Returning to New Hampshire, Hillary Rodham Clinton thanked voters Sunday for teaching her about "grit and determination" during her 2008 presidential campaign, reaching for her family's old political magic to help fellow Democrats.

Click here to watch News 9's report.

The former secretary of state campaigned in New Hampshire for the first time since October 2008, joining with two of the state's most vulnerable Democrats - Sen. Jeanne Shaheen and Gov. Maggie Hassan - in an all-female pitch to voters in the midterm election's final weekend.

Clinton's visit stoked speculation about another presidential run, capping a two-month string of campaign appearances in the nation's top Senate and gubernatorial battlegrounds.

"Starting way back in 1991 you opened your homes and your hearts to us," Clinton said, recalling the first presidential bid of her husband, former President Bill Clinton. "And in 2008, during the darkest days of my campaign, you lifted me up, you gave me my voice back, you taught me so much about grit and determination."

The rally at a community college in the home of the nation's first presidential primary was eagerly anticipated by Democrats, many of whom still remember Bill Clinton's resiliency in 1992, a second-place finish for which he famously nicknamed himself the "Comeback Kid."

Following a loss to Barack Obama in the 2008 Iowa caucuses, Hillary Clinton staged her own rebound here in the state's presidential primary and later joined with the future president in New Hampshire after ending her White House bid - in a town appropriately named Unity.

Six years later, Clinton remains the dominant figure in a potential Democratic presidential primary to succeed Obama, and the rally served notice of her popularity here.
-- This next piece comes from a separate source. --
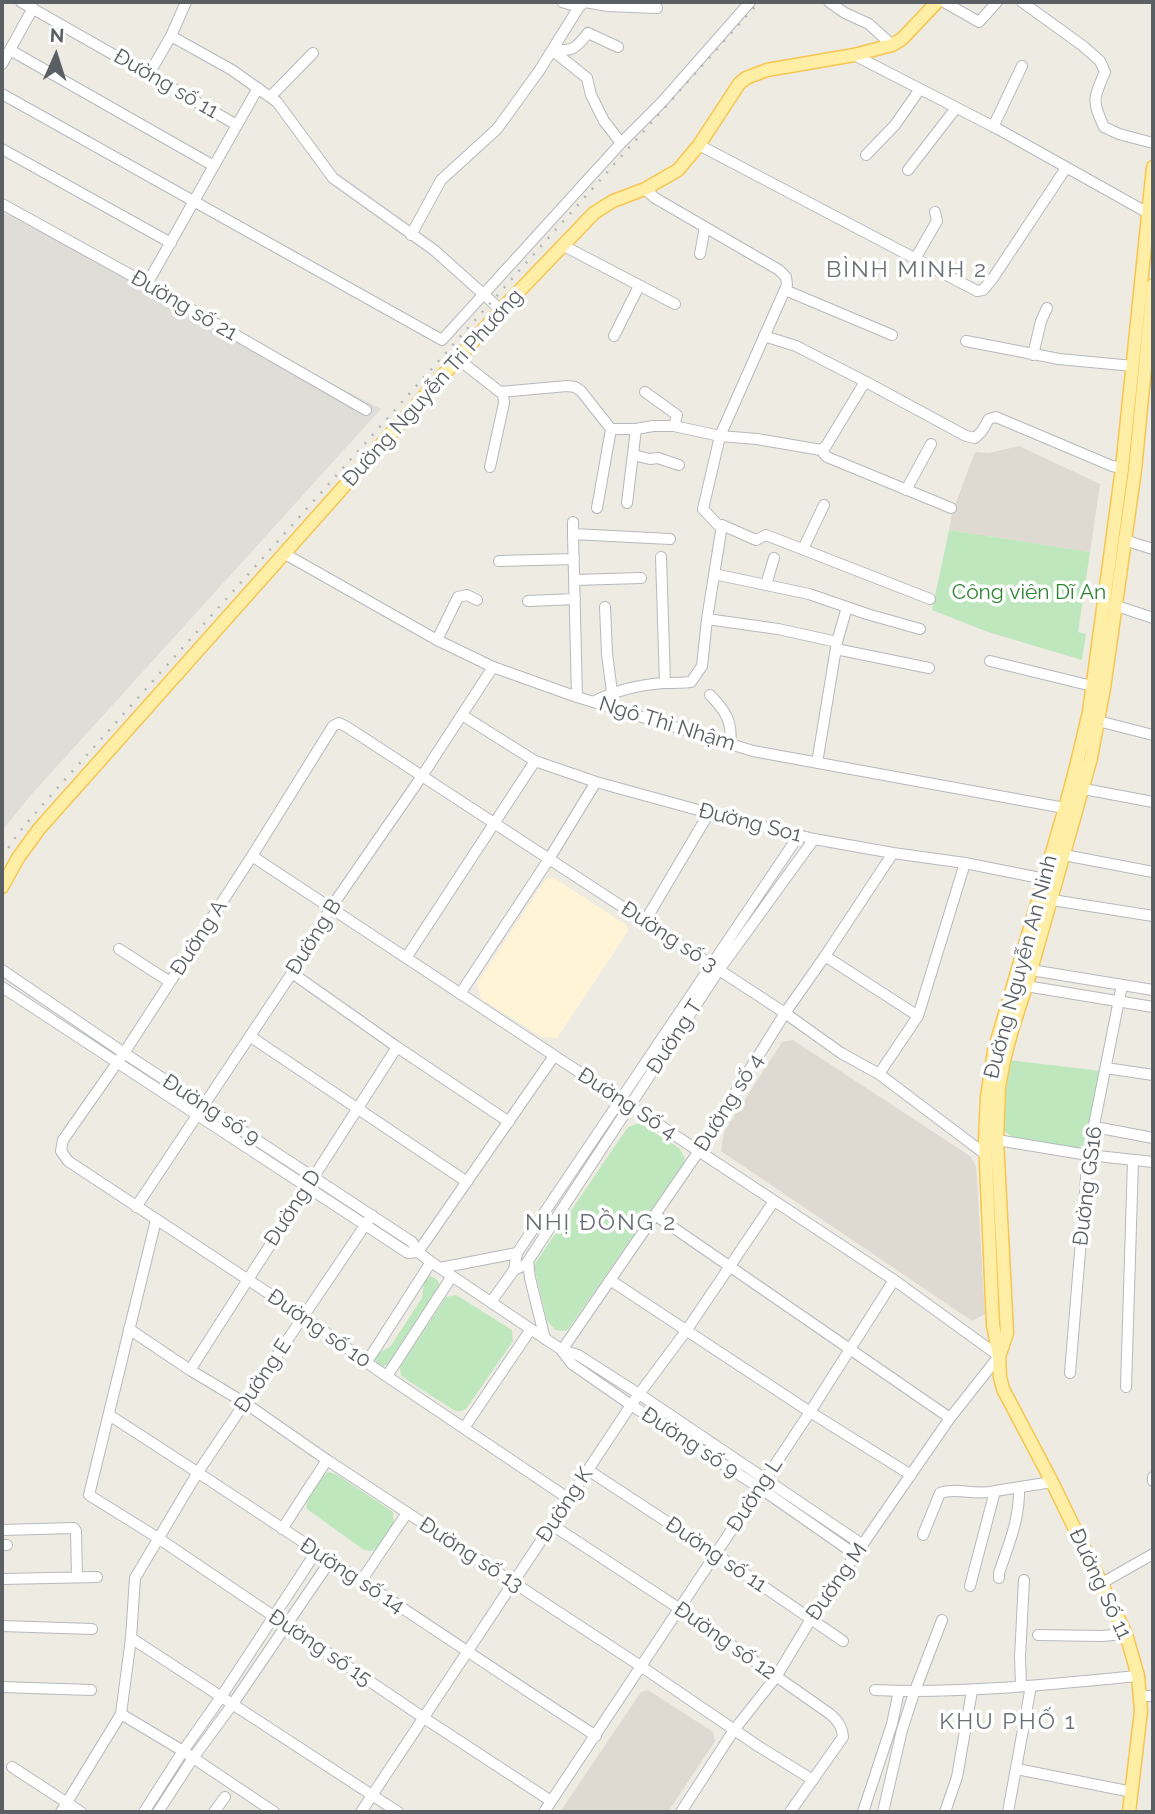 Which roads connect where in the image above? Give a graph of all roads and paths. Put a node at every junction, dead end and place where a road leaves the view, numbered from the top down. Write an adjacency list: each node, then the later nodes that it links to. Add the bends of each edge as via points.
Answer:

The mere mention of her name by Shaheen and Hassan brought loud chants of "Hillary," bringing a smile to Clinton's face.

"She is here to help keep us going so we can keep our state moving in the right direction," Hassan said.

In her remarks, Clinton honed in on a number of local issues, noting Shaheen's support for jobs at the Portsmouth Naval Yard and legislation to help small businesses gain access to credit.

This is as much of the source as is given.